A possibility like that: who knows?
I suppose we might ask what alternative course might have followed without Kennedy's decision to seek a formal Congressional approval for military action following the attacks on the destroyers in the Gulf of Tonkin in the summer of 1964. Though Johnson publicly supported the resolution at the time, Johnson's advisors always complained about this maneuver from a lame duck president just months before Johson's general election. We probably wouldn't be faced with as much conspiratorial speculation about that incident if it had been Johnson already serving and not his rival. In any event, that was a fateful commitment and it tied Johnson's hands. Perhaps a President Johnson in the summer of 1964, serving but not elected, might have tried to avoid a congressional resolution? That would be in keeping with what he later said was his greater commitment to domestic legislation. It would have been an opening to avoid all of the draft-related rioting he faced in his actual single term, anyway. There might have been no way around that, though.
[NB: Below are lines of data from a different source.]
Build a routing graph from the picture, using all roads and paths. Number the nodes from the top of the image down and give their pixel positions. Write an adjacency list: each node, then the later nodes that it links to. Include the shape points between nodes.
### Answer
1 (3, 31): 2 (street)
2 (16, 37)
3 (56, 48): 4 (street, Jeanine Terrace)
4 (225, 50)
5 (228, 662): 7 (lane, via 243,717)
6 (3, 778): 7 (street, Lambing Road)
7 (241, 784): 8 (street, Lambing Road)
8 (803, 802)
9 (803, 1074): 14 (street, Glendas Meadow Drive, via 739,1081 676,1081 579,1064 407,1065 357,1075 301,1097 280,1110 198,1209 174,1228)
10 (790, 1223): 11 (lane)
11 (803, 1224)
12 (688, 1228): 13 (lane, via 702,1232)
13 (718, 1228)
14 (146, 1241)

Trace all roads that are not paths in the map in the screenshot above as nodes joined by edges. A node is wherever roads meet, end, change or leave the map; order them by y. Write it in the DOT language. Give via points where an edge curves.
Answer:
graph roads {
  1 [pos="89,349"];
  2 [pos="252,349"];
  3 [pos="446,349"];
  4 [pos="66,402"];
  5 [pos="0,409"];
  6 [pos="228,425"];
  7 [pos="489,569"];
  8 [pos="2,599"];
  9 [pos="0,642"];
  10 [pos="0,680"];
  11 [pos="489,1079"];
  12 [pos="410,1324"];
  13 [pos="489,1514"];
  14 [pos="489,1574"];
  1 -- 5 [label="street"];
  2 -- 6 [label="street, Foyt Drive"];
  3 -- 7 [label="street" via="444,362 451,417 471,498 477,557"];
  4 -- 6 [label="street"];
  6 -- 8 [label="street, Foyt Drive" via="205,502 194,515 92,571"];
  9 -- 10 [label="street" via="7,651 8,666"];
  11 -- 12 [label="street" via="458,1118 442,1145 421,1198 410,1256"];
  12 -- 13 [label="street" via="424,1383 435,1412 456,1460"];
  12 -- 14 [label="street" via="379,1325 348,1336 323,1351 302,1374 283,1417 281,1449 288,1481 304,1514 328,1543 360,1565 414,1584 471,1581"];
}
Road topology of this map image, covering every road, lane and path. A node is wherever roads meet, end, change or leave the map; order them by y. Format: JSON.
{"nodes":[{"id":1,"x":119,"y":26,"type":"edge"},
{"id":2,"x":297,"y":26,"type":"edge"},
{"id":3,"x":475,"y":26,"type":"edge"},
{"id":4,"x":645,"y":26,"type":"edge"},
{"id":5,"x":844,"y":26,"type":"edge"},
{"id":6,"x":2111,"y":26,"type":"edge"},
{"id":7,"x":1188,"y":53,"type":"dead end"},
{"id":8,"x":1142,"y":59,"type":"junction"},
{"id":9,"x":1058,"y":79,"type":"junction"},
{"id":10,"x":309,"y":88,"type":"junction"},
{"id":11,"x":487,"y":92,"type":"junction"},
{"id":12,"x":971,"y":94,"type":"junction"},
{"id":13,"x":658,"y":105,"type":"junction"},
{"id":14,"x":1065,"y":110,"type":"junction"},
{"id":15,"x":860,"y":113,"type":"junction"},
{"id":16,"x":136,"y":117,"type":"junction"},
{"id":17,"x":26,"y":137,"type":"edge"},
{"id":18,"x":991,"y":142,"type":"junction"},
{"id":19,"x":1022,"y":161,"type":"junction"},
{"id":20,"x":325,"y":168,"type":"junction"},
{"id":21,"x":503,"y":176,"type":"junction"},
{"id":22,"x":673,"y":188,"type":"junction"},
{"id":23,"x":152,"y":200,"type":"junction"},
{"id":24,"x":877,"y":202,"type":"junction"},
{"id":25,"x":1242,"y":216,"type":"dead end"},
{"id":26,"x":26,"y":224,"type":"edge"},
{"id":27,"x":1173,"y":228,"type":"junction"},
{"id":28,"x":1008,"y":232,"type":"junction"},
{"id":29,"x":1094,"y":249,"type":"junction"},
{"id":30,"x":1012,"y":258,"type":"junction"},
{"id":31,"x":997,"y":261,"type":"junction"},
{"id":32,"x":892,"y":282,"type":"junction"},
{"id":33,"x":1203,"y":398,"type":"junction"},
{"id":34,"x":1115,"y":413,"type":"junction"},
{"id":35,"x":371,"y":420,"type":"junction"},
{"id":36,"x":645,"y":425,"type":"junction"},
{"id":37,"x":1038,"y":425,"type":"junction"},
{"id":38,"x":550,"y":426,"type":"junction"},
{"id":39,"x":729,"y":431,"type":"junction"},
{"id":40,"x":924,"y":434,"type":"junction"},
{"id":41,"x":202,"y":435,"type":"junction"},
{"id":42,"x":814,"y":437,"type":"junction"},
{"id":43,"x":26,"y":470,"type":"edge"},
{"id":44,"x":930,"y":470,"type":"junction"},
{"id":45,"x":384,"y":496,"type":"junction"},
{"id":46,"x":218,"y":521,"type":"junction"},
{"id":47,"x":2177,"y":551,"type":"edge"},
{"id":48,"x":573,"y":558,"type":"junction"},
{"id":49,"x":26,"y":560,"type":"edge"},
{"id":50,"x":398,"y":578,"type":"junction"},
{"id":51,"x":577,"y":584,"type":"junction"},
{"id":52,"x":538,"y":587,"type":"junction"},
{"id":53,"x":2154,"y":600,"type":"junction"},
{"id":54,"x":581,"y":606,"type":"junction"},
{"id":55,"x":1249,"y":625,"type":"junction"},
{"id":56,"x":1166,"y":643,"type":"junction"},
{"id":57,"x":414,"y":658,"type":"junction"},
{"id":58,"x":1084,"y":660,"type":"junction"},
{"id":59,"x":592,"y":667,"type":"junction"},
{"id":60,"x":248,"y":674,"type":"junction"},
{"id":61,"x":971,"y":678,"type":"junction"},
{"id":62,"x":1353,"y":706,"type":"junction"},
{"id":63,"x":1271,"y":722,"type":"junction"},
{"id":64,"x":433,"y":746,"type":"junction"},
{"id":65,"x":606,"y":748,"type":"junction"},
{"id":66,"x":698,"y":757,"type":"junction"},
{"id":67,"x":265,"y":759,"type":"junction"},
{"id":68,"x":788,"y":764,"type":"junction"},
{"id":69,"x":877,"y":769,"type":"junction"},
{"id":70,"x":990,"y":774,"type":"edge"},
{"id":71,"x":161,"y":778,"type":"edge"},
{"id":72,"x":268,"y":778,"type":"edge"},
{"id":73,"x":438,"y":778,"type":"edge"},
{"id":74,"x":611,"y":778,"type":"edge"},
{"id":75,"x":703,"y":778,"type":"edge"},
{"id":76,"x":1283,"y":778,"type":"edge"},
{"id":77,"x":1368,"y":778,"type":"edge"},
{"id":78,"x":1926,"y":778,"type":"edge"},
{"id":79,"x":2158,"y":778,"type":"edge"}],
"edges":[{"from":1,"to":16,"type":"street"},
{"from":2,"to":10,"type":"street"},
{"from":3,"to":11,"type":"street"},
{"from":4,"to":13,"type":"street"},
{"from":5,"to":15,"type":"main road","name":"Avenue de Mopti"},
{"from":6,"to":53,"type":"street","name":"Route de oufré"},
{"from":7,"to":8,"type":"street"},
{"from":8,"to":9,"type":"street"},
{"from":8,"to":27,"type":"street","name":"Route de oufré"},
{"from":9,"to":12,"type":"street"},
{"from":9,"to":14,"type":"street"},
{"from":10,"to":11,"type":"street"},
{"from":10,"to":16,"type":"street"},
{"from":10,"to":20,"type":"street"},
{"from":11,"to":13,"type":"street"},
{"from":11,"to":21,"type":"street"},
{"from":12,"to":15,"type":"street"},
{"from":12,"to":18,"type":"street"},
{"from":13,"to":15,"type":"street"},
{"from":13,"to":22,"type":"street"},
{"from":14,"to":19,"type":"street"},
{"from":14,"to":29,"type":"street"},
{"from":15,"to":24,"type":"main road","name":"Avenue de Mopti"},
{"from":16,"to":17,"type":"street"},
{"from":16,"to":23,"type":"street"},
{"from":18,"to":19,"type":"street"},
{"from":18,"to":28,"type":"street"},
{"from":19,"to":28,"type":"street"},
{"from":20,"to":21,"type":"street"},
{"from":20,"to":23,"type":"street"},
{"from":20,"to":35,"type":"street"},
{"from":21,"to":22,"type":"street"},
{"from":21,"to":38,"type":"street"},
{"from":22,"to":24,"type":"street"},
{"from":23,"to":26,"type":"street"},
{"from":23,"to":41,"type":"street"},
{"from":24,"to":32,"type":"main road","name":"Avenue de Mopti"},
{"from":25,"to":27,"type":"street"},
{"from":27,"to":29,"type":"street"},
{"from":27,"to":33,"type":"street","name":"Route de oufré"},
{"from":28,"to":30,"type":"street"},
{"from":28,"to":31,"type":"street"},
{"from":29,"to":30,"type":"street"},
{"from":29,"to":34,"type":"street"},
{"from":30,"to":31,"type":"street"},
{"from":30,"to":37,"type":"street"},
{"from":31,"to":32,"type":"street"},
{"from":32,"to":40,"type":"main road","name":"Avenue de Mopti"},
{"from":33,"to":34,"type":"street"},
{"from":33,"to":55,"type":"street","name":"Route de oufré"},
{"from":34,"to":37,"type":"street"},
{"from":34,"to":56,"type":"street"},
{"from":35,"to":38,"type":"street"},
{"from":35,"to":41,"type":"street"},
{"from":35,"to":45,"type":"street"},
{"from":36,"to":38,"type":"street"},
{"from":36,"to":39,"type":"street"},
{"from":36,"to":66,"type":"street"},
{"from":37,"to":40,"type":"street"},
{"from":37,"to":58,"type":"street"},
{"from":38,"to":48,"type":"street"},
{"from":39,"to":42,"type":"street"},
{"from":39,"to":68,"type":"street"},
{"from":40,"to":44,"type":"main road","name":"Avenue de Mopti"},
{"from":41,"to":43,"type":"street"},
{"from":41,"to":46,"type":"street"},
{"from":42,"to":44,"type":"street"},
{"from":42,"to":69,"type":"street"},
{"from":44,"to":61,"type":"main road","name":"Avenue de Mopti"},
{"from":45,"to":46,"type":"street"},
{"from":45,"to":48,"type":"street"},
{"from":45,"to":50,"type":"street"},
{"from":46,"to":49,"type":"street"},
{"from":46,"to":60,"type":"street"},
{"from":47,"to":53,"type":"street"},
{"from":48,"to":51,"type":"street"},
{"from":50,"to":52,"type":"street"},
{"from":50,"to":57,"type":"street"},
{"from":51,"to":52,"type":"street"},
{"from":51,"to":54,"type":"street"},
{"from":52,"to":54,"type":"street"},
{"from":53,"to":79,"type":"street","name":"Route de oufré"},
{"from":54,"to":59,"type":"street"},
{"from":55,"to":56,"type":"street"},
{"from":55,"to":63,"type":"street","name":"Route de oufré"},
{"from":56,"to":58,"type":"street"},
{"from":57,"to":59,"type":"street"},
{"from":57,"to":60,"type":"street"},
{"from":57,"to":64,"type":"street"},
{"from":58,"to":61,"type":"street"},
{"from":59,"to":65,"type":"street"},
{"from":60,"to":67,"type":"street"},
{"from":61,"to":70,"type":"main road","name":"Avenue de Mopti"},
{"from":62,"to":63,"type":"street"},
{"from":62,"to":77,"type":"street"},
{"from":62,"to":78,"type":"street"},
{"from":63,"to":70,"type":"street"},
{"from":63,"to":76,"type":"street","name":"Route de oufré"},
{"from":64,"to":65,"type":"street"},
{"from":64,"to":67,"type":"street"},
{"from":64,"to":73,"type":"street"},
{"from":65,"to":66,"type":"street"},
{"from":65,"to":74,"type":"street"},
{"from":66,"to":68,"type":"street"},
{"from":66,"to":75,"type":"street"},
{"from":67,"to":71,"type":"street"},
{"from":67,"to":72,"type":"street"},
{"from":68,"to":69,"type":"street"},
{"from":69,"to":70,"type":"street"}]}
I read in a history of the secret service, by the by, that there was an increase in presidential security following the so-called Oswald incident. The author argues this response was probably an overreaction. For all the justified outrage about the victims in the crowd, Oswald was about 90 yards away from the president. He was six stories up in a nearby warehouse. And he would have had time for only one aimed shot, or at most, two. To hit Kennedy in that moving car, much less to hit him fatally, would have required an extraordinary act of marksmanship. Still, it was a response the service welcomed.